◆ Exercise description ◆
Go line by line through the data below and count those that hold "roads". Return only the number.

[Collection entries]
__________
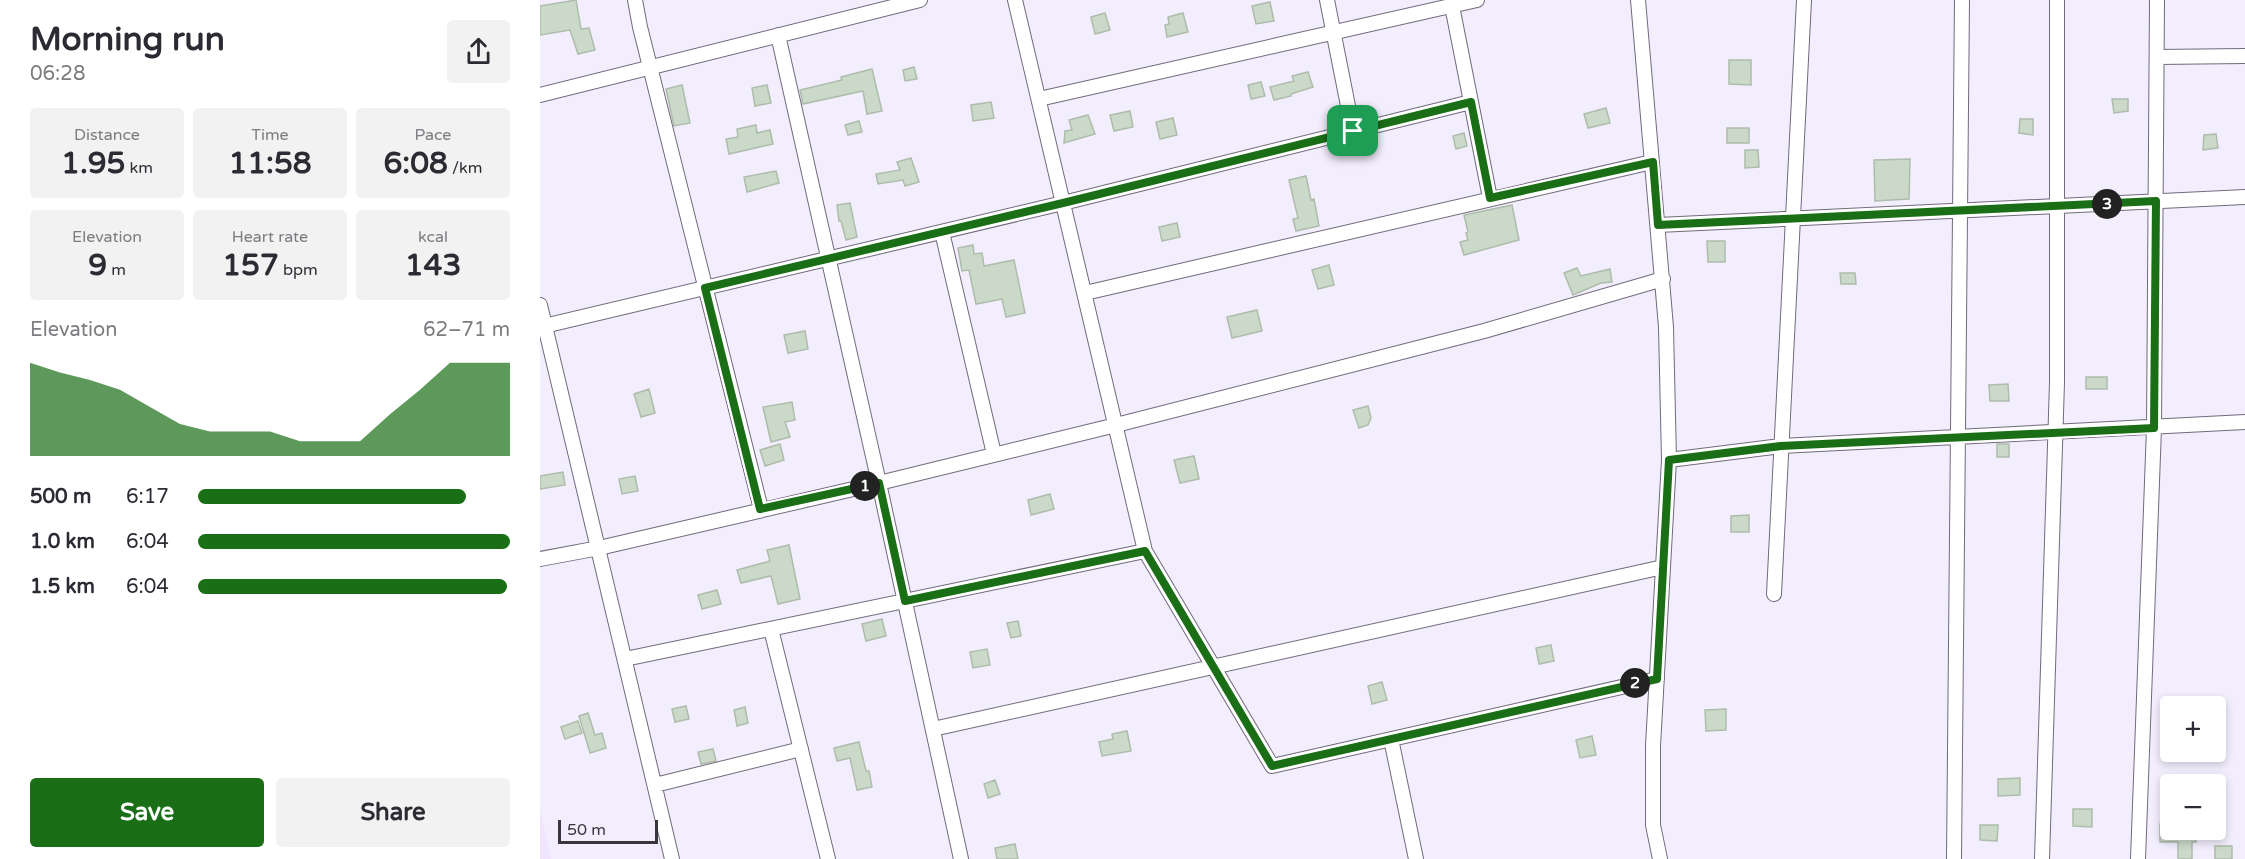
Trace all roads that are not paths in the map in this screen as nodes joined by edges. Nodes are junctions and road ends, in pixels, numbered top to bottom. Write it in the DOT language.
graph roads {
  1 [pos="635,0"];
  2 [pos="920,0"];
  3 [pos="1015,0"];
  4 [pos="1327,0"];
  5 [pos="1477,0"];
  6 [pos="1638,0"];
  7 [pos="1804,0"];
  8 [pos="1962,0"];
  9 [pos="2057,0"];
  10 [pos="2157,0"];
  11 [pos="1452,6"];
  12 [pos="1333,33"];
  13 [pos="778,35"];
  14 [pos="2245,56"];
  15 [pos="2157,57"];
  16 [pos="650,67"];
  17 [pos="540,95"];
  18 [pos="1039,99"];
  19 [pos="1471,102"];
  20 [pos="1353,131"];
  21 [pos="1653,162"];
  22 [pos="2245,197"];
  23 [pos="1490,198"];
  24 [pos="2156,201"];
  25 [pos="1063,203"];
  26 [pos="2057,206"];
  27 [pos="1960,211"];
  28 [pos="1793,219"];
  29 [pos="1658,225"];
  30 [pos="942,232"];
  31 [pos="828,259"];
  32 [pos="1663,279"];
  33 [pos="705,288"];
  34 [pos="1085,293"];
  35 [pos="540,305"];
  36 [pos="543,327"];
  37 [pos="2245,422"];
  38 [pos="1116,424"];
  39 [pos="2154,428"];
  40 [pos="2055,433"];
  41 [pos="1958,437"];
  42 [pos="1781,446"];
  43 [pos="994,454"];
  44 [pos="1669,460"];
  45 [pos="879,483"];
  46 [pos="760,509"];
  47 [pos="599,548"];
  48 [pos="1145,551"];
  49 [pos="540,559"];
  50 [pos="1663,567"];
  51 [pos="1774,594"];
  52 [pos="905,601"];
  53 [pos="771,628"];
  54 [pos="625,659"];
  55 [pos="1213,666"];
  56 [pos="1657,679"];
  57 [pos="933,729"];
  58 [pos="1391,739"];
  59 [pos="801,749"];
  60 [pos="655,785"];
  61 [pos="672,859"];
  62 [pos="828,859"];
  63 [pos="961,859"];
  64 [pos="1416,859"];
  65 [pos="1660,859"];
  66 [pos="1954,859"];
  67 [pos="2042,859"];
  68 [pos="2137,859"];
  1 -- 16 [label="street"];
  2 -- 13 [label="street"];
  3 -- 18 [label="street"];
  4 -- 12 [label="street"];
  5 -- 11 [label="street"];
  6 -- 21 [label="street"];
  7 -- 28 [label="street"];
  8 -- 27 [label="street"];
  9 -- 26 [label="street"];
  10 -- 15 [label="street"];
  11 -- 12 [label="street"];
  11 -- 19 [label="street"];
  12 -- 18 [label="street"];
  12 -- 20 [label="street"];
  13 -- 16 [label="street"];
  13 -- 31 [label="street"];
  14 -- 15 [label="street"];
  15 -- 24 [label="street"];
  16 -- 17 [label="street"];
  16 -- 33 [label="street"];
  18 -- 25 [label="street"];
  19 -- 20 [label="street"];
  19 -- 23 [label="street"];
  20 -- 25 [label="street"];
  21 -- 23 [label="street"];
  21 -- 29 [label="street"];
  22 -- 24 [label="street"];
  23 -- 34 [label="street"];
  24 -- 26 [label="street"];
  24 -- 39 [label="street"];
  25 -- 30 [label="street"];
  25 -- 34 [label="street"];
  26 -- 27 [label="street"];
  26 -- 40 [label="street"];
  27 -- 28 [label="street"];
  27 -- 41 [label="street"];
  28 -- 29 [label="street"];
  28 -- 42 [label="street"];
  29 -- 32 [label="street"];
  30 -- 31 [label="street"];
  30 -- 43 [label="street"];
  31 -- 33 [label="street"];
  31 -- 45 [label="street"];
  32 -- 38 [label="street"];
  32 -- 44 [label="street"];
  33 -- 36 [label="street"];
  33 -- 46 [label="street"];
  34 -- 38 [label="street"];
  35 -- 36 [label="street"];
  36 -- 47 [label="street"];
  37 -- 39 [label="street"];
  38 -- 43 [label="street"];
  38 -- 48 [label="street"];
  39 -- 40 [label="street"];
  39 -- 68 [label="street"];
  40 -- 41 [label="street"];
  40 -- 67 [label="street"];
  41 -- 42 [label="street"];
  41 -- 66 [label="street"];
  42 -- 44 [label="street"];
  42 -- 51 [label="street"];
  43 -- 45 [label="street"];
  44 -- 50 [label="street"];
  45 -- 46 [label="street"];
  45 -- 52 [label="street"];
  46 -- 47 [label="street"];
  47 -- 49 [label="street"];
  47 -- 54 [label="street"];
  48 -- 52 [label="street"];
  48 -- 55 [label="street"];
  50 -- 55 [label="street"];
  50 -- 56 [label="street"];
  52 -- 53 [label="street"];
  52 -- 57 [label="street"];
  53 -- 54 [label="street"];
  53 -- 59 [label="street"];
  54 -- 60 [label="street"];
  55 -- 57 [label="street"];
  55 -- 58 [label="street"];
  56 -- 58 [label="street"];
  56 -- 65 [label="street"];
  57 -- 63 [label="street"];
  58 -- 64 [label="street"];
  59 -- 60 [label="street"];
  59 -- 62 [label="street"];
  60 -- 61 [label="street"];
}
__________
◆ Result ◆
2